The Reserve Bank of Australia's (RBA) decision to cut the official cash rate to a fresh record low of 1.25% takes the country's monetary policy into uncharted waters. More uncharted it would be if JP Morgan's prediction that rates will drop to as low as 0.5% by 2020 proves accurate.

Perhaps. Mounting expectations the US Federal Reserve would reduce borrowing costs twice by 25bps each this year, the ongoing/escalating trade war and its negative impact on already slowing global growth, and the rising likelihood of a US recession (as indicated by the inverted yield curve) make this a real possibility.

Governor Philip Lowe's statement after the conclusion of the RBA's June 4 board meeting doesn't offer much indication of the way forward.

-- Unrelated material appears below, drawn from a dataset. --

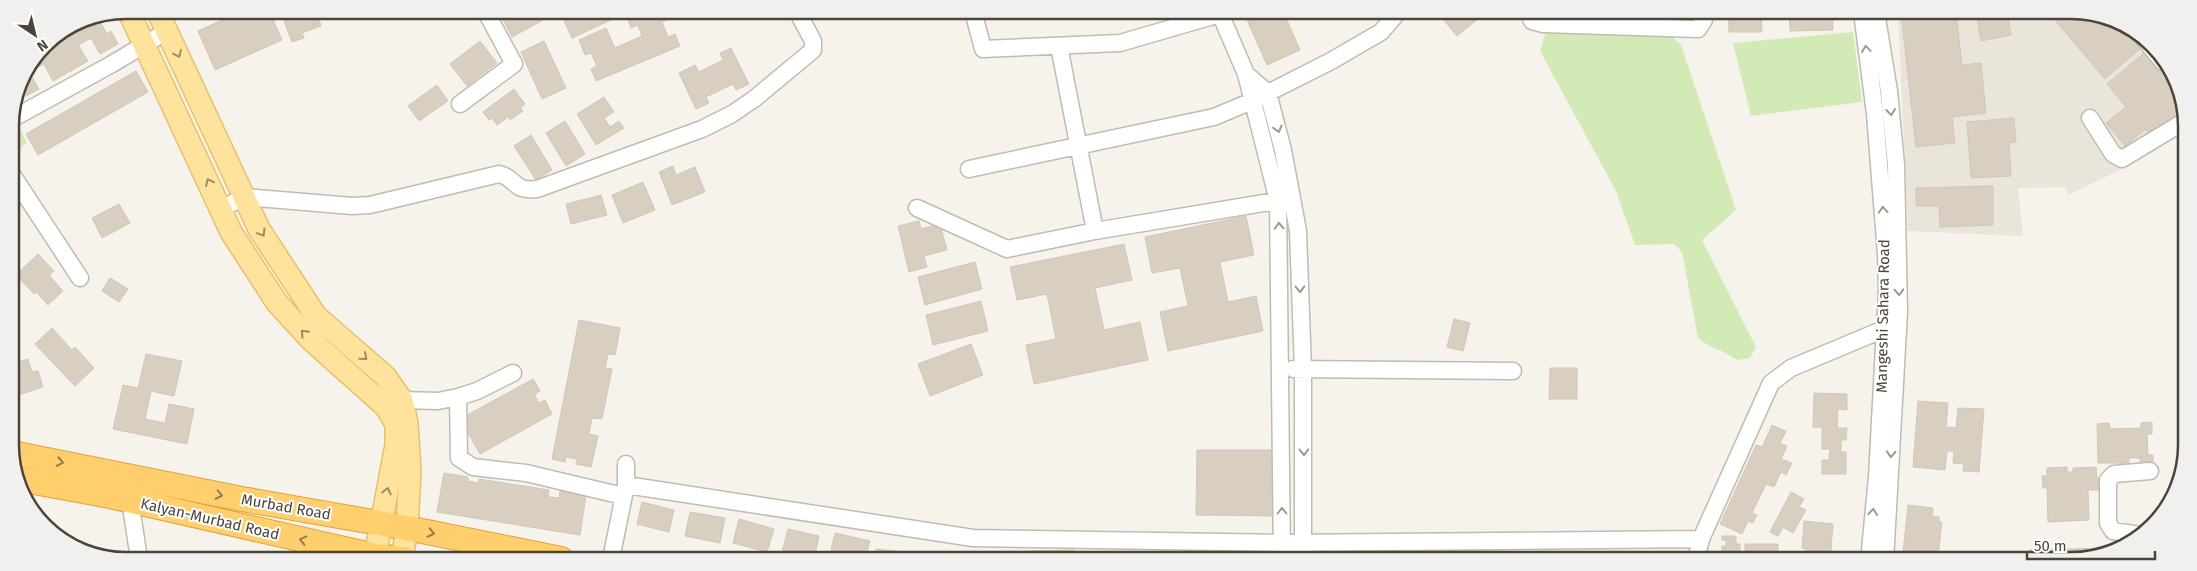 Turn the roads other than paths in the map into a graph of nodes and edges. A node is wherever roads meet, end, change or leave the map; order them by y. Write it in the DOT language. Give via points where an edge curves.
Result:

As in the May statement, the economy is expected to grow by 2.75% this year and the next; employment growth is strong but could be better; inflation is lower than expected but "the central scenario remains for underlying inflation to be 13/4 per cent this year, 2% in 2020 and a little higher after that".

What's more revealing is Lowe's dinner speech on the same day explaining the rate cut and addressing four questions in everyone's mind.

The four questions he thought it  useful to answer are the following:

1. Why did the board act, after having held the cash rate steady for so long?

"The answer is the accumulation of evidence. As you would expect, the Board is constantly sifting through masses of data and seeking to understand what are often conflicting signals about the economy. As we have gone about this task over recent times, there has been a progressive accumulation of evidence in support of two conclusions," Lowe said.

"The first is that inflation pressures are subdued and they are likely to remain so.

"And the second and related conclusion is that there is still significant spare capacity in the Australian labour market."

2. Are there more interest rate reductions to come?

"The answer here is that the board has not yet made a decision, but it is not unreasonable to expect a lower cash rate. Our latest set of forecasts were prepared on the assumption that the cash rate would follow the path implied by market pricing, which was for the cash rate to be around 1 per cent by the end of the year," he said.

One more rate cut but ... "much will depend on how the evidence evolves, especially on the labour market".

3. Should the reduction be fully passed through to mortgage rates?

"Yes, this reduction in the cash rate should be fully passed through to variable mortgage rates," he replied.

4. What about the savers - has the board forgotten about them?

"Today's decision will reduce their income from this source and we understand why they would be disappointed with the outcome of today's meeting," he said.

"At the same time ... the board considered what was best for the overall economy. Our judgement is that lower interest rates will help the economy as a whole.

"In time, we would expect the lower exchange rate and the boost to disposable income to lead to more jobs, lower unemployment and a stronger economy. This should benefit us all, although I recognise that in the short run the effects are felt unevenly across the community."